<<<<

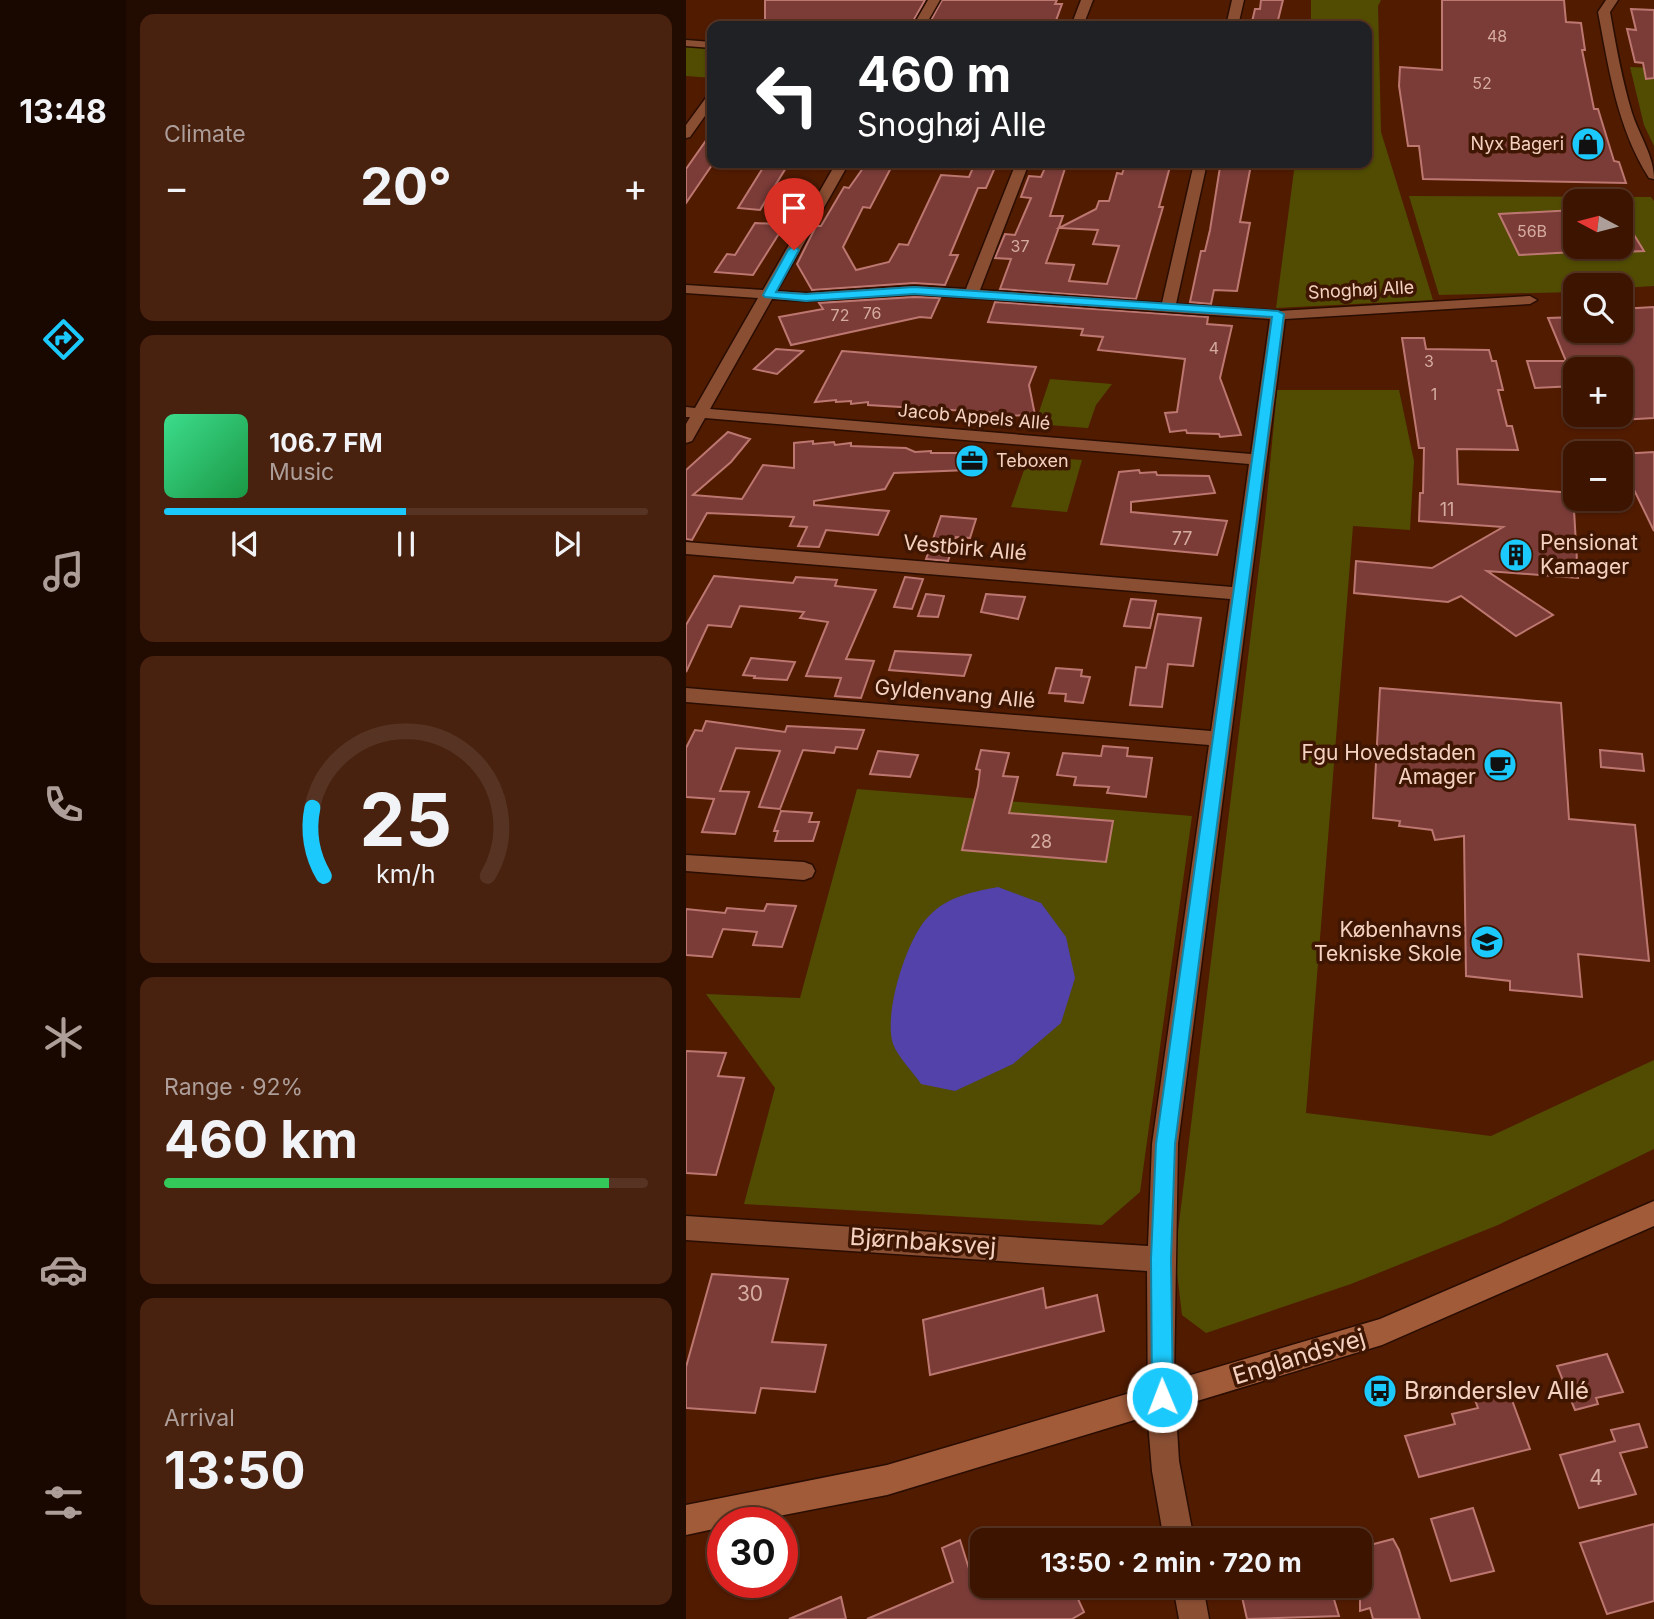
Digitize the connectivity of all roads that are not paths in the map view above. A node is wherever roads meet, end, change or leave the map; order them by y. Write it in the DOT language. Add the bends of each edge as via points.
graph roads {
  1 [pos="934,0"];
  2 [pos="1087,0"];
  3 [pos="1238,0"];
  4 [pos="1612,0"];
  5 [pos="922,21"];
  6 [pos="1079,21"];
  7 [pos="1233,21"];
  8 [pos="686,43"];
  9 [pos="707,45"];
  10 [pos="707,105"];
  11 [pos="686,134"];
  12 [pos="839,168"];
  13 [pos="1021,168"];
  14 [pos="1200,168"];
  15 [pos="1653,170"];
  16 [pos="686,289"];
  17 [pos="972,293"];
  18 [pos="769,295"];
  19 [pos="1530,300"];
  20 [pos="1168,308"];
  21 [pos="1278,314"];
  22 [pos="693,412"];
  23 [pos="686,438"];
  24 [pos="1259,460"];
  25 [pos="686,548"];
  26 [pos="1240,594"];
  27 [pos="686,695"];
  28 [pos="1221,739"];
  29 [pos="686,863"];
  30 [pos="804,871"];
  31 [pos="1654,1213"];
  32 [pos="686,1228"];
  33 [pos="1161,1259"];
  34 [pos="1162,1397"];
  35 [pos="686,1520"];
  36 [pos="1177,1528"];
  37 [pos="1190,1598"];
  38 [pos="1194,1619"];
  1 -- 5 [label="street"];
  2 -- 6 [label="street"];
  3 -- 7 [label="street"];
  4 -- 15 [label="street" via="1604,12 1621,106"];
  8 -- 9 [label="street"];
  10 -- 11 [label="street"];
  12 -- 18 [label="street"];
  13 -- 17 [label="street"];
  14 -- 20 [label="street"];
  16 -- 18 [label="street, Snoghøj Alle"];
  17 -- 18 [label="street, Snoghøj Alle" via="914,290 806,298"];
  17 -- 20 [label="street, Snoghøj Alle"];
  18 -- 22 [label="street"];
  19 -- 21 [label="street, Snoghøj Alle"];
  20 -- 21 [label="street, Snoghøj Alle"];
  21 -- 24 [label="street"];
  22 -- 23 [label="street"];
  22 -- 24 [label="street, Jacob Appels Allé"];
  24 -- 26 [label="street"];
  25 -- 26 [label="street, Vestbirk Allé"];
  26 -- 28 [label="street"];
  27 -- 28 [label="street, Gyldenvang Allé"];
  28 -- 33 [label="street" via="1165,1144"];
  29 -- 30 [label="street"];
  31 -- 34 [label="main road, Englandsvej" via="1382,1332"];
  32 -- 33 [label="street, Bjørnbaksvej"];
  33 -- 34 [label="street"];
  34 -- 35 [label="main road, Englandsvej" via="887,1479"];
  34 -- 36 [label="street" via="1165,1463"];
  37 -- 38 [label="street"];
}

>>>>

From the first line to the last, copy the records above exactly and drop any pictures.

Digitize the connectivity of all roads that are not paths in the map view above. A node is wherever roads meet, end, change or leave the map; order them by y. Write it in the DOT language. Add the bends of each edge as via points.
graph roads {
  1 [pos="934,0"];
  2 [pos="1087,0"];
  3 [pos="1238,0"];
  4 [pos="1612,0"];
  5 [pos="922,21"];
  6 [pos="1079,21"];
  7 [pos="1233,21"];
  8 [pos="686,43"];
  9 [pos="707,45"];
  10 [pos="707,105"];
  11 [pos="686,134"];
  12 [pos="839,168"];
  13 [pos="1021,168"];
  14 [pos="1200,168"];
  15 [pos="1653,170"];
  16 [pos="686,289"];
  17 [pos="972,293"];
  18 [pos="769,295"];
  19 [pos="1530,300"];
  20 [pos="1168,308"];
  21 [pos="1278,314"];
  22 [pos="693,412"];
  23 [pos="686,438"];
  24 [pos="1259,460"];
  25 [pos="686,548"];
  26 [pos="1240,594"];
  27 [pos="686,695"];
  28 [pos="1221,739"];
  29 [pos="686,863"];
  30 [pos="804,871"];
  31 [pos="1654,1213"];
  32 [pos="686,1228"];
  33 [pos="1161,1259"];
  34 [pos="1162,1397"];
  35 [pos="686,1520"];
  36 [pos="1177,1528"];
  37 [pos="1190,1598"];
  38 [pos="1194,1619"];
  1 -- 5 [label="street"];
  2 -- 6 [label="street"];
  3 -- 7 [label="street"];
  4 -- 15 [label="street" via="1604,12 1621,106"];
  8 -- 9 [label="street"];
  10 -- 11 [label="street"];
  12 -- 18 [label="street"];
  13 -- 17 [label="street"];
  14 -- 20 [label="street"];
  16 -- 18 [label="street, Snoghøj Alle"];
  17 -- 18 [label="street, Snoghøj Alle" via="914,290 806,298"];
  17 -- 20 [label="street, Snoghøj Alle"];
  18 -- 22 [label="street"];
  19 -- 21 [label="street, Snoghøj Alle"];
  20 -- 21 [label="street, Snoghøj Alle"];
  21 -- 24 [label="street"];
  22 -- 23 [label="street"];
  22 -- 24 [label="street, Jacob Appels Allé"];
  24 -- 26 [label="street"];
  25 -- 26 [label="street, Vestbirk Allé"];
  26 -- 28 [label="street"];
  27 -- 28 [label="street, Gyldenvang Allé"];
  28 -- 33 [label="street" via="1165,1144"];
  29 -- 30 [label="street"];
  31 -- 34 [label="main road, Englandsvej" via="1382,1332"];
  32 -- 33 [label="street, Bjørnbaksvej"];
  33 -- 34 [label="street"];
  34 -- 35 [label="main road, Englandsvej" via="887,1479"];
  34 -- 36 [label="street" via="1165,1463"];
  37 -- 38 [label="street"];
}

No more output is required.